Shawn Gibson was shot and killed in March 2020 on Byrd Street in Timmonsville. His father describes him as a loving dad who had a 5-month-old daughter at the time.
"She'll never get to see her father again," Jay Gibson said. "He would always make you smile. He was always joking and cutting up. He was a very hard worker."
There have been at least 198 shootings this year within News13's coverage area -- which includes Darlington, Dillon, Florence, Horry, Marion and Marlboro counties in South Carolina, along with Robeson and Scotland counties in North Carolina. At least 68 people have died in shootings so far in 2021. Like Gibson's, many of them have not had an arrest.
Hartsville also has seen an increase in the number of shooting calls it's responded to this year, according to Lt. Mark Blair with the Hartsville Police Department.
"Two years ago, if you asked me who's going to get shot, I -- we -- can say probably drug dealers, domestic partners or boyfriend-girlfriend kind of situations," Blair said. "Now, it seems more of a respect issue."

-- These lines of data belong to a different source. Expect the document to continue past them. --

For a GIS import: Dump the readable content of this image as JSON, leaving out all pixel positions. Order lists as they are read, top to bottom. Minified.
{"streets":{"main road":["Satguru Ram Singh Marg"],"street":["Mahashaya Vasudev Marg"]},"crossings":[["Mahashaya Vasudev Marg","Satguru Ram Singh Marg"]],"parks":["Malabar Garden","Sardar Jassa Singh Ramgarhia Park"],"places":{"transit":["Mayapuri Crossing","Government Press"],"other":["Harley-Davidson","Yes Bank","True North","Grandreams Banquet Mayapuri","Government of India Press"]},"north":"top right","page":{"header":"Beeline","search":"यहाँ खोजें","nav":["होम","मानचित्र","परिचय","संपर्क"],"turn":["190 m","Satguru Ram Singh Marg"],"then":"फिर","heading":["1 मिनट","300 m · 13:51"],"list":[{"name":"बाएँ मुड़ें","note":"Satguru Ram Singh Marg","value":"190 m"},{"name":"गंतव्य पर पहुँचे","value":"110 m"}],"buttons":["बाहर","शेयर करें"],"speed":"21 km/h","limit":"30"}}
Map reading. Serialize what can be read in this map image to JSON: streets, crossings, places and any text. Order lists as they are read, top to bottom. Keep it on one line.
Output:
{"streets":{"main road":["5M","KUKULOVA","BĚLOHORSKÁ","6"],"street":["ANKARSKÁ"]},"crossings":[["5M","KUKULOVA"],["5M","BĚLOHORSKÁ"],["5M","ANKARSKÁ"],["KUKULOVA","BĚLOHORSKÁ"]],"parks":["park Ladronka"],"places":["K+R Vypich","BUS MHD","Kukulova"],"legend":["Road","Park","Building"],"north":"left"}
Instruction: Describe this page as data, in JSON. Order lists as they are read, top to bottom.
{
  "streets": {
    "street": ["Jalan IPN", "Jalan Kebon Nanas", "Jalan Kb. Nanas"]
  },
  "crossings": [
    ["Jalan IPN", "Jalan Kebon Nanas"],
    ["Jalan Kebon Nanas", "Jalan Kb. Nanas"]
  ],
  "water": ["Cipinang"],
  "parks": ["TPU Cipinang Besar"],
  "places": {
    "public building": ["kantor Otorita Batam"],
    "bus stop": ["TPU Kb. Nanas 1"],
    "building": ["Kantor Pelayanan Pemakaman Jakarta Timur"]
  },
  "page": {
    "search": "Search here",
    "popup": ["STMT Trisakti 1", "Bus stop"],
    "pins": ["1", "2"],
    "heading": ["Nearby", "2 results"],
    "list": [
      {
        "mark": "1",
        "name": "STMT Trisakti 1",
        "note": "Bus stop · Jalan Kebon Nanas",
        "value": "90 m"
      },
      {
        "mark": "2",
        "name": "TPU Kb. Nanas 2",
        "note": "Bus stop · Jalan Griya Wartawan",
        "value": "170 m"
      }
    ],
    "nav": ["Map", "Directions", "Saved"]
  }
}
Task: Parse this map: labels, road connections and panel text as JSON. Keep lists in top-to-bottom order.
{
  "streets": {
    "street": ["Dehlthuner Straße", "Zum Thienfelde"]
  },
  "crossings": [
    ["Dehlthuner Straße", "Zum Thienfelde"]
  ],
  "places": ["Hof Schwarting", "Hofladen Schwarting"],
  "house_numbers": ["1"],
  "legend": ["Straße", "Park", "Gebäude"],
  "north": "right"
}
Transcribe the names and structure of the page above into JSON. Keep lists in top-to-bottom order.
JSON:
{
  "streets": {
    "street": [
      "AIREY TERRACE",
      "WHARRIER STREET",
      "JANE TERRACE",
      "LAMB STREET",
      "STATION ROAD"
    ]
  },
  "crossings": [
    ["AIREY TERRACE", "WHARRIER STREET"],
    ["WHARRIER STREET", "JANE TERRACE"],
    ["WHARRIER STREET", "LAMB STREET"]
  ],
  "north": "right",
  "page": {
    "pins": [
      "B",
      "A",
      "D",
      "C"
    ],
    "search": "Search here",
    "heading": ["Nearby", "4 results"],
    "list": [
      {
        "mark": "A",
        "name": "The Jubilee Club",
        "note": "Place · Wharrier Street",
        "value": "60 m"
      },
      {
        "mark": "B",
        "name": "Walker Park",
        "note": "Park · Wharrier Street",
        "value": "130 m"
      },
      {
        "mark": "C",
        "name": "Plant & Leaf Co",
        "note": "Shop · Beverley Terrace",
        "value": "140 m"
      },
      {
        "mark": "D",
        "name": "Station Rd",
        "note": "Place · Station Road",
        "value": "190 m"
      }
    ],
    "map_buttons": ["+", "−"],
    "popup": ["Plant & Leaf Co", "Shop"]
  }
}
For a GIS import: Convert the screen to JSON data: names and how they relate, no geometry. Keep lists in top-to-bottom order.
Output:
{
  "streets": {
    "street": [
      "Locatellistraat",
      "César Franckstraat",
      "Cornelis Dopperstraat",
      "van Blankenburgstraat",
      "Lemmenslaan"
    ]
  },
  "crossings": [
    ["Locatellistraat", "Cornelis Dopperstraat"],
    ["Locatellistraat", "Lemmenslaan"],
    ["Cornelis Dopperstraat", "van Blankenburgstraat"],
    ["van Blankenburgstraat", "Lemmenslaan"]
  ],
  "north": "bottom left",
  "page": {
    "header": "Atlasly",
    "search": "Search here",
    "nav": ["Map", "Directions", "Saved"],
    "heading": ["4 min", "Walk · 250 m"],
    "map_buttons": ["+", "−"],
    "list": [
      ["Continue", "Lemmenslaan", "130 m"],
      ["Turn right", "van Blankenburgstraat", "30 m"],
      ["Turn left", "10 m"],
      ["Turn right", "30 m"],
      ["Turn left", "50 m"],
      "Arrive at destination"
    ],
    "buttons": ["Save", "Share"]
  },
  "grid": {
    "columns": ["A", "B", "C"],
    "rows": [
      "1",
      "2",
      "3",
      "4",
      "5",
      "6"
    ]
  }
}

Now, the department is turning to technology for help.
Hartsville police are working with the Bureau of Alcohol, Tobacco, Firearms and Explosives's Integrated Ballistic Information Network, or NIBIN. Of the 245 NIBIN sites nationwide, three are in South Carolina.
The technology essentially analyzes the unique markings left on a cartridge case -- similar to a fingerprint -- and turns it into 3-D images of ballistic evidence. That data is then used across jurisdictions to identify if the gun has been used in other crimes. Police agencies are able to bring cases to the lab to be analyzed, and recovered guns are test fired and submitted into the system.
"Instead of traditional means where we would investigate individuals, which would lead us to the evidence, we're actually investigating the evidence and it's leading us to those who are committing violent crimes in the community," said Brian Mein, the ATF assist special agent in charge of the South Carolina Law Enforcement Division's NIBIN program.
The system has been in place for two decades but has grown in the last five. Mein said that 20% of all acquisitions it gets generate a lead in a case.
Hartsville hopes the technology will get stolen guns and violent offenders off the street, but it also needs witnesses and the community to come forward with information about crimes.
"Staying silent on something could lead to a murder," Blair said. "You speaking up could prevent a murder."
Myrtle Beach police have received a grant to create its own NIBIN site, which would become the fourth location in the state.
ATF said that it's looking forward to the new lab so it can see if crimes committed in Myrtle Beach can be connected to those in larger cities, like Atlanta.
For now, families like the Gibsons are hoping for answers. The family is offering an $11,500 reward for information that leads to an arrest and conviction.
They're ready for the violence to stop.
"There have been so many murders around this area," Jay Gibson said. "It's unbelievable. So many people are devastated because of nonsense. It needs to stop."